Emperor of Later Zhao from 350 to 351

Shi Zhi (石祇; died 351) was the final emperor of the Jie-led Chinese Later Zhao dynasty. He was the last of four short-lived emperors after the death of his father Shi Hu (Emperor Wu). Shi Zhi reigned briefly for about a year. He is sometimes referred to by his title prior to becoming emperor, Prince of Xinxing (新興王).

Virtually nothing is known about Shi Zhi's career during his father Shi Hu's reign, including when he was created prince, who his mother was, or what role, if any, he had in his father's government. It is known that, by his father's death, he was the Prince of Xinxing. By 349, when his brother Shi Jian the emperor was effectively the puppet of their powerful, ethnically Han adoptive nephew Shi Min in the capital Yecheng, Shi Zhi rose at his defense post at the old capital Xiangguo, in alliance with the Qiang chief Yao Yizhong and the Di chief Pu Hong. They had some initial success in getting the non-Han people of the empire to join them against Shi Min, but soon the Han coalesced around Shi Min, who changed his family name back to his father's original Ran (冉). In early 350, Ran Min killed Shi Jian and established the short-lived Ran Wei dynasty. Shi Zhi then declared himself emperor, and he engaged in indecisive battles against Ran Min. Meanwhile, local generals throughout the empire were waiting to watch who would be the victor of the war, while neighboring states Jin and Former Yan began to encroach on Later Zhao's territory. Former Yan, in particular, seized modern Beijing, Tianjin, and northern Hebei and continued to march south.

In late 350 and early 351, Pu Hong's son Fu Jiàn (Pu Hong having changed his family name from Pu (蒲) to Fu (苻) in 350) seized the western part of Later Zhao, declaring himself Heavenly King (Tian Wang) and establishing Former Qin.
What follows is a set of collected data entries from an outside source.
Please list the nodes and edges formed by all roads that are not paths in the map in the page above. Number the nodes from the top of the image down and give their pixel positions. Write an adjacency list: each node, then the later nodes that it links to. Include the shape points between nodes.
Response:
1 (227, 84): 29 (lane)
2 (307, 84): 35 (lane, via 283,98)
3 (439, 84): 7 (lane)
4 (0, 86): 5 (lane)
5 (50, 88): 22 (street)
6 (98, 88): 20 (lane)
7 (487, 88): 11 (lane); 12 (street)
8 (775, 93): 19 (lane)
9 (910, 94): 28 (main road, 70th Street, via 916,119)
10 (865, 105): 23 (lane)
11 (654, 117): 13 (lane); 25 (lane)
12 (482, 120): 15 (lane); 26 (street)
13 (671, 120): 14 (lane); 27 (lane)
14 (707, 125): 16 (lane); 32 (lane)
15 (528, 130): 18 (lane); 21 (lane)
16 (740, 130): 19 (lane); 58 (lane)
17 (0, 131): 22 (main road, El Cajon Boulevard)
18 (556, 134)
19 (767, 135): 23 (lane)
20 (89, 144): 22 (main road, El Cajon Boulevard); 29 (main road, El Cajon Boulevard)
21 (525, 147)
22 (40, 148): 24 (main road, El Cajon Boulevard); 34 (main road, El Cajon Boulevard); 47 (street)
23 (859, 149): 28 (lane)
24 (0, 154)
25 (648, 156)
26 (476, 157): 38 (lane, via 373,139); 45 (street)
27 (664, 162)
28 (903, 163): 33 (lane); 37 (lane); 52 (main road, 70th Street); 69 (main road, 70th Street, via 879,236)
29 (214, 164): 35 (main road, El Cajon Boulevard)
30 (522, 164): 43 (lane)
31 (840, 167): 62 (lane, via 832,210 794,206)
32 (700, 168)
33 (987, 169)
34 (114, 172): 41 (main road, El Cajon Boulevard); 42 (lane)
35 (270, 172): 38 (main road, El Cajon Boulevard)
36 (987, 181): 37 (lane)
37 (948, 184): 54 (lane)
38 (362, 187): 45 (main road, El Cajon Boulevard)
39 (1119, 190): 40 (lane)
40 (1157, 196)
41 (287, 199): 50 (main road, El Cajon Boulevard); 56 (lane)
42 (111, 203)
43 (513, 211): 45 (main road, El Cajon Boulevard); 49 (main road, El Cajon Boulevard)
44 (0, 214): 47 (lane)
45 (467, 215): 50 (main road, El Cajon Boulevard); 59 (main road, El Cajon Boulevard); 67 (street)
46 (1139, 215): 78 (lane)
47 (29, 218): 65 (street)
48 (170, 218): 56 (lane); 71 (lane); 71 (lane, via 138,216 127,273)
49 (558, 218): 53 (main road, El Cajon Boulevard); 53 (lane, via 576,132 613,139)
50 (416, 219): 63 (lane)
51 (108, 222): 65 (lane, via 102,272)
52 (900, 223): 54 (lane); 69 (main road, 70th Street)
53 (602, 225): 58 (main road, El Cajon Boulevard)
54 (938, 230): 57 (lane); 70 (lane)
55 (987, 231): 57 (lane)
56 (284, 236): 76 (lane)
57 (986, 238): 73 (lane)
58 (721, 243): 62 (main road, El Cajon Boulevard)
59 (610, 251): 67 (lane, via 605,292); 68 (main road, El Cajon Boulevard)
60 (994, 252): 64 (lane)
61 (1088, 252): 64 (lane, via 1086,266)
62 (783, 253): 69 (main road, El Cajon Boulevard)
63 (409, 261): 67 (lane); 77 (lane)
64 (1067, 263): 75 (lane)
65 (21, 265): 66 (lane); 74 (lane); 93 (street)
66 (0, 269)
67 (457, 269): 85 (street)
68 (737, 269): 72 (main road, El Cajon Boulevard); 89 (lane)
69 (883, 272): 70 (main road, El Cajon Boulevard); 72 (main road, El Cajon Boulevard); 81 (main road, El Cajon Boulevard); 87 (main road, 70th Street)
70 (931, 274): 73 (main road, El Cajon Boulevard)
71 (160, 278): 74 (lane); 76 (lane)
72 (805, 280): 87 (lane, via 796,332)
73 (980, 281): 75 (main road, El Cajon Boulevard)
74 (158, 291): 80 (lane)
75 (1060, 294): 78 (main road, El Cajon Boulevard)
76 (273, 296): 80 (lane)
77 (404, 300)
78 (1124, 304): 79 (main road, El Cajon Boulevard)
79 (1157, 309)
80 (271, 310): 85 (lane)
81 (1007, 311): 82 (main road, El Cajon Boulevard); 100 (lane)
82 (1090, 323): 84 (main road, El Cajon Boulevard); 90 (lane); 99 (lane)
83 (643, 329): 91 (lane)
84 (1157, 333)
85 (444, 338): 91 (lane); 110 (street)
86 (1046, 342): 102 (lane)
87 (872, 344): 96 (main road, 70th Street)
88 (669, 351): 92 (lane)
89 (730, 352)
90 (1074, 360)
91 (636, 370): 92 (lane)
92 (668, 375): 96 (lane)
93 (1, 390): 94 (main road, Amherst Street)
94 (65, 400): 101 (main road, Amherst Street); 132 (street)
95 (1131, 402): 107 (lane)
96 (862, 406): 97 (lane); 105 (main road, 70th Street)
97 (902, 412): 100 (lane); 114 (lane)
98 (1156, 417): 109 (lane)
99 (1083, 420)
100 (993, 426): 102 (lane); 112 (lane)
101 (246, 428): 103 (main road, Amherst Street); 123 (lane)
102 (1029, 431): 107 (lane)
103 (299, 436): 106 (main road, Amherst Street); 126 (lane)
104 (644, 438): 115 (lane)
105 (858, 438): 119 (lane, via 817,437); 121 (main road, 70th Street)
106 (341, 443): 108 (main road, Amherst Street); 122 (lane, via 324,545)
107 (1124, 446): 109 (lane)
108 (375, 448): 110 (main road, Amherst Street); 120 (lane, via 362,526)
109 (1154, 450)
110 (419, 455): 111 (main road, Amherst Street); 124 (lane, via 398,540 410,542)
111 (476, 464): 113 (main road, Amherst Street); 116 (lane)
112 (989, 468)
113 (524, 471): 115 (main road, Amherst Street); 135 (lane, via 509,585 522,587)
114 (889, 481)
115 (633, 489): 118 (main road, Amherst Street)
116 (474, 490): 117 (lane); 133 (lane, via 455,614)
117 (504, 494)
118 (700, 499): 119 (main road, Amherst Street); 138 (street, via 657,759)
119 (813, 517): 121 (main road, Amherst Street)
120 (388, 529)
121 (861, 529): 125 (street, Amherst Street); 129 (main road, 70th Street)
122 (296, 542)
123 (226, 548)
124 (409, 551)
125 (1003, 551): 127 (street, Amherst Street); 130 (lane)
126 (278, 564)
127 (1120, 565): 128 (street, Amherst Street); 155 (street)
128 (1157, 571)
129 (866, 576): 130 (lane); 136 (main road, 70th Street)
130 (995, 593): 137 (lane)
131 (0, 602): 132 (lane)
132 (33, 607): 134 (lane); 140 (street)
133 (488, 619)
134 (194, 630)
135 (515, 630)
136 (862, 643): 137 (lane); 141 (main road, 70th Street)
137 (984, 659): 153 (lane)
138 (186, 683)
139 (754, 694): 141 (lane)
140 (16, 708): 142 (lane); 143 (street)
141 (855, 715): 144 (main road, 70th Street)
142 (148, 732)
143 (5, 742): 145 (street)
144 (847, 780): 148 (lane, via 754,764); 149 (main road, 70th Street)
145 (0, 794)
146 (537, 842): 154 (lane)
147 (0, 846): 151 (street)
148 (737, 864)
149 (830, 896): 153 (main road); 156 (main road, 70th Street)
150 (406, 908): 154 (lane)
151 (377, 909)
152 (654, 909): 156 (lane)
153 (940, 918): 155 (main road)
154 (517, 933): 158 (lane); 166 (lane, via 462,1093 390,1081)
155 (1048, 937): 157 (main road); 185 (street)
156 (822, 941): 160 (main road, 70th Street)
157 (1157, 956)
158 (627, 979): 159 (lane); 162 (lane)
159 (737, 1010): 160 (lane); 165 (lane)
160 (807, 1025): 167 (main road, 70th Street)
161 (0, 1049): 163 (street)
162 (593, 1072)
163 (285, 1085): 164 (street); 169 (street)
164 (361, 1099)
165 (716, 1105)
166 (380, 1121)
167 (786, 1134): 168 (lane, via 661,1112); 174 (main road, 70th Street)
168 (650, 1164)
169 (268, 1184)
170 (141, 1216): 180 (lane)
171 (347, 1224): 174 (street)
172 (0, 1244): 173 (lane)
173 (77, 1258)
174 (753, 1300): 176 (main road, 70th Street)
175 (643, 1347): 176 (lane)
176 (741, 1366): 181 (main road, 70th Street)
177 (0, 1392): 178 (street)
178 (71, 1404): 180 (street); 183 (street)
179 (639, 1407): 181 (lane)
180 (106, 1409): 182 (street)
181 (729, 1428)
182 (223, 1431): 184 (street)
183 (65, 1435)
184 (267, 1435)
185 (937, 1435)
Shi Zhi, occupied with fighting Ran Min, could do nothing. Indeed, under siege in Xiangguo by Ran, he demoted his own title from emperor to Prince of Zhao and sought help from Former Yan's prince Murong Jun against Ran, who initially agreed and allied with him to defeat Ran temporarily. Shi Zhi then sent his general Liu Xian to attack Ran in Yecheng, but Liu not only was defeated by Ran but was so awed by and fearful of him that he agreed to kill Shi Zhi for him. Once Liu returned to Xiangguo, then, he arrested and killed Shi Zhi and his high-level officials, presenting Shi Zhi's head to Ran. Ran burned the head publicly on a busy street in Yecheng. Later Zhao was at its end.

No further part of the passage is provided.